Sunday, March 31, 2013

Thoughts on Who's Afraid of Virginia Woolf?


The film Who’s Afraid of Virginia Woolf? is a 1966 adaptation of Edward Albee’s play by the same title. The title references the Disney song “Who’s Afraid of the Big Bad Wolf?” but, of course, replaces the Big Bad Wolf with Virginia Woolf. I looked into the significance behind this title, and found that Albee added Woolf’s name because the play/film focuses on the lives of well-read, intellectual university professors, the type of people who would appreciate this intellectual play on words. As the characters tauntingly ask one another “who’s afraid of Virginia Woolf?” throughout, the larger question being asked is, “who’s afraid of living a life without illusion and phoniness?” For the couples in the film, the real “Big Bad Wolf” is reality exposed and all its honest ugliness.

And this is just what the film gets at. With Martha (Elizabeth Taylor) and her husband George (Richard Burton), the illusion of a happily married couple is instantly shattered through the couple’s drunken, violent, and ceaseless screaming matches. Perhaps the two turn to alcohol to live in an illusory world and escape their troubles and inadequacies, but this only brings each trouble brutally, honestly to the surface. George is revealed to be an unsuccessful professor of History, while Martha feels like a failure as a born-to-be mother who could never conceive. When Nick and Honey, who together seem a shy, perfectly conventional couple, come to Martha and George’s as guests, their own image of perfection also is shattered, as long-kept secrets between the two are slowly revealed. Nick must suddenly face the fact that Honey had an abortion and Honey must acknowledge that Nick only married her for her father’s money. The fighting and mutual destruction is difficult to witness as a viewer, and when all secrets and faults are finally exposed, Martha admits that she is afraid of Virginia Woolf, that she is afraid of living without illusion. And yet, with nothing left to hide, the characters somehow seem better off, even if not content, because they are no longer in denial.
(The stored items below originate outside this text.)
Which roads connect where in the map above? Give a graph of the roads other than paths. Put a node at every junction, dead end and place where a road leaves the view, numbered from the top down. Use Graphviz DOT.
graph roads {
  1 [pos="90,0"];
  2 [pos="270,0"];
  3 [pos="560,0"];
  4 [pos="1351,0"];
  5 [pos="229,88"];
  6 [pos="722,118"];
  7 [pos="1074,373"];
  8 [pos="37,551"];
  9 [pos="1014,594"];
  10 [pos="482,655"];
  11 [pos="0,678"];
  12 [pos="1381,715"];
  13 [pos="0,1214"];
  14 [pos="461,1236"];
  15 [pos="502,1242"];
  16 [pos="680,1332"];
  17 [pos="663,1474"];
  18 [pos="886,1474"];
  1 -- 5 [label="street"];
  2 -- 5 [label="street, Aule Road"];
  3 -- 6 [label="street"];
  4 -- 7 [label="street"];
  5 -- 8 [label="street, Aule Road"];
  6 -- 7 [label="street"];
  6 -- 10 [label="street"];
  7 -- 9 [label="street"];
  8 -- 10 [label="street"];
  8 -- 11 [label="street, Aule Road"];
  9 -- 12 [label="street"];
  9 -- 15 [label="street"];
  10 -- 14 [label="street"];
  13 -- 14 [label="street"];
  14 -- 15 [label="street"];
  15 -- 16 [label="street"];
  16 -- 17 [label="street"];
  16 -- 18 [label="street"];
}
The film shows the necessity – as well as the pain and sheer terror - of living without phoniness and delusion.

           Virginia Woolf herself certainly upholds this theme in her writing. While a reference to Woolf’s name is her only obvious role in the film, there are some interesting parallels between the film and Woolf’s works like To the Lighthouse. Martha is outwardly everything Mrs. Ramsay is not; she calls her own house a “dump,” is rarely sober, and where Mrs. Ramsay is the ideal hostess, Martha is quite possibly the rudest, crudest, and least hospitable woman imaginable. What I found interesting, though, is the way the film highlights Martha’s dominance over her  husband when she drunkenly, unapologetically tears him down and exposes his professional inadequacies before himself and his guests. Mrs. Ramsay would never do such a thing, of course, but through her stream of thoughts we learn that she too is aware of her husband’s insecurities and weak self-esteem. Through these thoughts Woolf shows Mrs. Ramsay’s own dominant role over her husband, who for his own well-being relies on her compliments and reassurances of his success. Woolf thinks it’s important to show that while outwardly Mr. Ramsay has control over his wife, inwardly he is bound to her. In this way Woolf’s stream of consciousness has a similar function to the film’s unfiltered, alcoholic, verbal dialogue between characters. In each case, a character’s honesty and complexity is exposed. What's shattered is the illusion that any person or interpersonal relationship is as it appears on the surface; men and women are equally capable of being vulnerable in some instances and dominant in others.